The Pascal-generation GTX cards supported include:

Titan XP
Titan X
GTX 1080 TI
GTX 1080
GTX 1070 TI
GTX 1070
GTX 1060 6GB 

The Volta-based Titan V and Turing-based GTX 1660 and 1660 TI are also supported. You'll be able to get the Game Ready driver via GeForce Experience or on GeForce.com, along with some new whizzy demos.

The new generation of RTX GPUs based on Nvidia's Turing architecture arrived last summer, bringing two headline features: processing cores devoted to ray tracing (RT cores) -- the same kind of rendering that's used in almost every 3D animation -- and Tensor cores for accelerating the neural network processing which underlies DLSS (Deep Learning Super-Sampling), Nvidia's new AI-based scaling algorithms which more realistically simulate detail when the graphics processing load starts to punish performance.

A less glamorous advance is the concurrent floating-point execution pipeline, which improves overall performance with parallel processing for the myriad calculations which underlie rendering.

Ray tracing can make games look better, providing more realistic reflections and shadows, with a lot less work for the developers: The less manual tuning for individual scenes they have to do the more they'll be able to concentrate on improving the overall visual quality of the game.
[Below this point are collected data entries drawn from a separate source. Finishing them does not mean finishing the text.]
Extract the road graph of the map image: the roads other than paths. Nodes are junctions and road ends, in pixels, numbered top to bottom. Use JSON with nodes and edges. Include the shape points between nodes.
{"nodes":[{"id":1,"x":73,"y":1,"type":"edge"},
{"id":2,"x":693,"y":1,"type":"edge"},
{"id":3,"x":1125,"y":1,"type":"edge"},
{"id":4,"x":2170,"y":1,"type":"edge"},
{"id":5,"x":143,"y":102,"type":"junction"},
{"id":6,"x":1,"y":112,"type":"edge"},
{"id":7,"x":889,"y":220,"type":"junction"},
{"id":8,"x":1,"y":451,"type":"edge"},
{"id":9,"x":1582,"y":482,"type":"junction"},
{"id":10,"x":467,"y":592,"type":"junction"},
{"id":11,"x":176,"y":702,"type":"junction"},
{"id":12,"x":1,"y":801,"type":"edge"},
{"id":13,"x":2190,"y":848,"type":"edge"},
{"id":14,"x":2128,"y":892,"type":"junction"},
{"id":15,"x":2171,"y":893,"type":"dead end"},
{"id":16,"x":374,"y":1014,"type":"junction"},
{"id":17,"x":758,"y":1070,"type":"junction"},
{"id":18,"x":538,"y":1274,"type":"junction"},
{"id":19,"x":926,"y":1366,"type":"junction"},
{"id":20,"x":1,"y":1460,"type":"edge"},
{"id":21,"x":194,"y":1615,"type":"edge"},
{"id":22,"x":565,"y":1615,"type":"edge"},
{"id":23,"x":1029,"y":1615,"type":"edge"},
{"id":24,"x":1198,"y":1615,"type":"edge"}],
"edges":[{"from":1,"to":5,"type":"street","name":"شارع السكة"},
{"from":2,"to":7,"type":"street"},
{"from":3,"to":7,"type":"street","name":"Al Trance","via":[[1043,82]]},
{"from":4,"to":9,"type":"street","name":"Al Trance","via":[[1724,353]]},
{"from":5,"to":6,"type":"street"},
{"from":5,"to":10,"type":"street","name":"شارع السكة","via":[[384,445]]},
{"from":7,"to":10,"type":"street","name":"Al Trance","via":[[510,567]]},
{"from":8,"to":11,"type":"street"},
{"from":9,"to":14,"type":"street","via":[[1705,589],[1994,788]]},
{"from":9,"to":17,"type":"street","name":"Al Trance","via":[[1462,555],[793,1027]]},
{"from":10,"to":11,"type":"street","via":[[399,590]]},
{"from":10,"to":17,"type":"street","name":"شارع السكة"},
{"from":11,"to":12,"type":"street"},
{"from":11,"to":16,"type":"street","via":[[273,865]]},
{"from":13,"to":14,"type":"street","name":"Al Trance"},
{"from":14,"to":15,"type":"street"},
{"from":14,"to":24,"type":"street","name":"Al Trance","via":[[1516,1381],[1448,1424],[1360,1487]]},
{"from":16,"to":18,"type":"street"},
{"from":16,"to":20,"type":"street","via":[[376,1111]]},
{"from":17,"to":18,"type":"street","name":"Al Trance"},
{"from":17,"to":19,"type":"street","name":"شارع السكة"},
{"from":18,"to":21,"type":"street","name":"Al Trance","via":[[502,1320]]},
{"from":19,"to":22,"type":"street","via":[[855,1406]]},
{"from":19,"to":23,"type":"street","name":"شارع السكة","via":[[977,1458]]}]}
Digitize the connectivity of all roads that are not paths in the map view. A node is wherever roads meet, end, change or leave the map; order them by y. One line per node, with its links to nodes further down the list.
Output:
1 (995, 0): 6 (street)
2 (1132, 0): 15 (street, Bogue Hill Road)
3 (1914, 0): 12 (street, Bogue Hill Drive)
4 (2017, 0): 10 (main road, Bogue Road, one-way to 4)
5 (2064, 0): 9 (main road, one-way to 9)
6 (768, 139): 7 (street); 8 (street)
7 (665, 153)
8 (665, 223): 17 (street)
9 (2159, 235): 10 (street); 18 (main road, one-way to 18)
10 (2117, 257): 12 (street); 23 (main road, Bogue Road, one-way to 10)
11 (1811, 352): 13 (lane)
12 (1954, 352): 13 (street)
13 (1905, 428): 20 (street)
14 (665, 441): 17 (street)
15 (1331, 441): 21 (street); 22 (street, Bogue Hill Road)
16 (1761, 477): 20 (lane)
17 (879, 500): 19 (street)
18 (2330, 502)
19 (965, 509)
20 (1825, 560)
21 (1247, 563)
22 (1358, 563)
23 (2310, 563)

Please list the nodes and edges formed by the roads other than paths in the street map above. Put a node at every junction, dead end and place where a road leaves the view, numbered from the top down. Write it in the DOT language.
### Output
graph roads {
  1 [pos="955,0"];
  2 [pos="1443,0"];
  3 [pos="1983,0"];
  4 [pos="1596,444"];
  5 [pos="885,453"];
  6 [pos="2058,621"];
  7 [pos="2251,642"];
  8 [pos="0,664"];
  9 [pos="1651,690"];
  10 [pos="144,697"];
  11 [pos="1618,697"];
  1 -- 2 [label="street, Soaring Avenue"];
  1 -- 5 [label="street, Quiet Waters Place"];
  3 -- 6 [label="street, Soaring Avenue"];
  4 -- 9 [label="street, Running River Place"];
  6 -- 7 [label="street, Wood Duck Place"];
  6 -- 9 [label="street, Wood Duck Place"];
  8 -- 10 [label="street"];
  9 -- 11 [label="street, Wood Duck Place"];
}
Watch this: See the first Nvidia RTX gaming laptops in action

The DXR programming interface makes ray tracing easily scalable for developers. In other words, they can define rules which determine how to prioritize rendering tasks like reflections and shadows and to what level of accuracy. DXR then applies those rules based on how powerful your hardware is.

By opening DXR to the vast installed base of older GTX cards, developers have a lot more incentive to incorporate ray tracing into their games, without any extra work, than they have for the small number of pricey RTX GPUs in laptops and desktops .

But here's where the technical nonsense matters. Pascal-based cards, because they have no RT cores, are really not up to the processing challenges of full-on ray tracing, so DXR will dumb down the effects to fit within the capabilities of the card. And even then you'll still be taking a performance hit -- for effects that may be so subtle as to not be worth it.

And it seems like the more noticeable the effect, the more processing it tends to require, with reflections (we like the shiny shiny) and global illumination (which can simulate the changing light over the course of a day, for example), being the most demanding.

The newer priced-to-sell Turing-based GTX 1660 and 1660 Ti don't have any RT cores either. What they do have is the improved floating-point performance. So they'll still take a performance hit in exchange for slightly better realism, just not as much as some of the older cards.

While ultimately I think ray tracing will become common -- it always takes some time for new hardware technologies to ramp up and prices to come down -- it's possible that opening it up to cards that can't do it justice may backfire. Though Nvidia's working hard to manage expectations, I think the exercise will leave a lot of gamers with an "is that all there is?" letdown rather than a "this is so worth plonking down $350 to upgrade to RTX!" attitude. We'll have to wait and see what actual gaming reveals.